Ahem; mum was actually in the process of buying the toy for little Zoe-lini as she said this. Do you think Zoe’s going to co-operate when this first threat is blatantly empty? No; this served to show the child that she could go on about her merry way ruining things which were not hers. So then it was, “Zoe, behave yourself or we’ll not go to the fair.”

Does Zoe think this threat is going to hold up? Certainly not, when mum has just picked up the toy from the counter and given it to her. So what a surprise when Zoe doesn’t even turn her head to listen as mum says, “Zoe, stop running around or we’ll not get any fairy floss.”

Yeah, uh, did you not just say if she continued to be a little streak of shit she wouldn’t be going to the fair?

Goddammit, Incompetent Mum, millions of Europeans are going to be persecuted and tortured because of your complete and utter failure to show a child the very simple and essential concept of delayed gratification. Zoe-lini will grow up to be one of those fucking horrible people who have a sense of personal entitlement so large they end up, at 15 years old, defacing MySpace with eye-gougingly horrible emo poetry; at 25 years old, marrying some testicle-free schmuck with a fat wallet and proceeding to make his life miserable; then she will have her own kids, utterly fail to discipline them, and ruin another generation.

“Really, Zoe-lini was fucked from the start,” I want her eventual epitaph to say (presumably, her own offspring kill her, motivated by their own un-sated and overblown senses of entitlement), “having never learned how to be okay with not always getting her own way.”

Let me make this clear: punishing a child for bad behaviour does not indicate bad parenting. It does not indicate a parent who does not love their children. The child will not think mummy or daddy doesn’t love them. The child doesn’t even know what this ‘love’ thing is. Kids under the age of six are hard pressed enough to see their parents as much more than taxi and food services, let alone individual beings worthy or unworthy of affection. If you teach them that the level of punishment for bad behaviours is tantamount to how much love is in the relationship, guess who is to blame when they start emotionally manipulating you later on?

Punishing a child for bad behaviour in fact indicates actually having a pair of balls instead of two dried prunes between the legs. Not only that, it indicates having the wisdom and insight to know that nobody, in the history of the world, ever benefited from getting their own way all the time and never being reprimanded when they were being an utter twat.

How do we learn not to be complete dicks? By having it very clearly indicated to us that we are, in fact, being complete dicks and that we cannot continue being complete dicks! Think of the most selfish, socially retarded person you know; you can bet your arse there was some soft parenting going on back in their history of sticky fingers and eight more rides on the Ferris wheel and all the McDonald’s they could eat. Soft parenting is not loving and sympathetic; it’s cruel and inconsiderate.

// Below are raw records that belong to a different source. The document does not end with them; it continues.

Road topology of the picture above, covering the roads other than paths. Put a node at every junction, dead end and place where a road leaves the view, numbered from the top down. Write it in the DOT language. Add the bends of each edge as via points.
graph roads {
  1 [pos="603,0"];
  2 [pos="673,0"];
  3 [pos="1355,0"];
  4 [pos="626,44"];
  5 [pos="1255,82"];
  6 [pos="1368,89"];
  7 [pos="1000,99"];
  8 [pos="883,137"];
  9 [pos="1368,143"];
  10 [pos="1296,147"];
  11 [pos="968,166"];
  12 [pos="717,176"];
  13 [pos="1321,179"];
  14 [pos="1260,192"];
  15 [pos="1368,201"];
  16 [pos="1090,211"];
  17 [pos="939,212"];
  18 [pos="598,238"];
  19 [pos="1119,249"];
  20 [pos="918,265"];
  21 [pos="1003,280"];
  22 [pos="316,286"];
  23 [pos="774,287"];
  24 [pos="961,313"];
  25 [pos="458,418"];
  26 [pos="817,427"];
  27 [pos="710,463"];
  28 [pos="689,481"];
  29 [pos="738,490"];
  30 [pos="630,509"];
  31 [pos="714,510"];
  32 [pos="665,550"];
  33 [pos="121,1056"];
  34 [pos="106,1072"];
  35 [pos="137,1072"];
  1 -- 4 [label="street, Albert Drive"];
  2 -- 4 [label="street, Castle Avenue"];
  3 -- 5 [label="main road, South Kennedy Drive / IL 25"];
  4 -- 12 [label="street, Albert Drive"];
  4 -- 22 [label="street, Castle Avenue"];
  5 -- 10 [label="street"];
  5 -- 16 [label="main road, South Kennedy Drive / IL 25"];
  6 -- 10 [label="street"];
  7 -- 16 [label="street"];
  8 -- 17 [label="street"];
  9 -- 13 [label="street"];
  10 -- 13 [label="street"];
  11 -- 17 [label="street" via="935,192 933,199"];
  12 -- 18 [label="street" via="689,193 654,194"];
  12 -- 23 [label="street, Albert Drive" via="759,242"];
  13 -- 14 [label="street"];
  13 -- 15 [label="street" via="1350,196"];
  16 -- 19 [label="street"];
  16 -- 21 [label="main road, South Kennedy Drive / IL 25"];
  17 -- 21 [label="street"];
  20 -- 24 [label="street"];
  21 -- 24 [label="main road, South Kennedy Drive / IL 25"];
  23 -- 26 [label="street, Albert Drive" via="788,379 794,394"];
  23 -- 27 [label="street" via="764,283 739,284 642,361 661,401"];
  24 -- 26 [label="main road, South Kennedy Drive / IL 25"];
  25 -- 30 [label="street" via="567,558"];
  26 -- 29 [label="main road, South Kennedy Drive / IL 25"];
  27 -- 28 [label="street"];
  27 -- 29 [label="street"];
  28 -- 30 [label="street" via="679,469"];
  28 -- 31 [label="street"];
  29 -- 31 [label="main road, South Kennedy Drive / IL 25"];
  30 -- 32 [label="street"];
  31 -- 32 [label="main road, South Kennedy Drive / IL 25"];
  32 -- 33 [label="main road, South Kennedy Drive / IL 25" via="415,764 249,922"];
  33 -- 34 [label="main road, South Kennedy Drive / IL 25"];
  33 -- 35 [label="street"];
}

An adult who does not understand generosity, respect, delay of gratification, working for a reward, self-discipline, or that life just isn’t fair sometimes, will be an adult ill-equipped to deal with their peers and the world at large. Imagine how awkward it feels to realise you’ve been the coddled kid playing in the sandpit while all your well-adjusted friends have grown up and figured out how to, you know, Deal With Shit. How angry are you going to be at your parents then?

Kids. Must. Do. As. Parents. Instruct. Okay? They can scream and kick and yell profanities all they want, but if you’re the parent, you’re God as far as a child is concerned, and your word is law. So stick the fuck to that law which is your word, and follow through on the punishments. Maybe the next generation will, despite the prevailing odds, be normal human beings after all.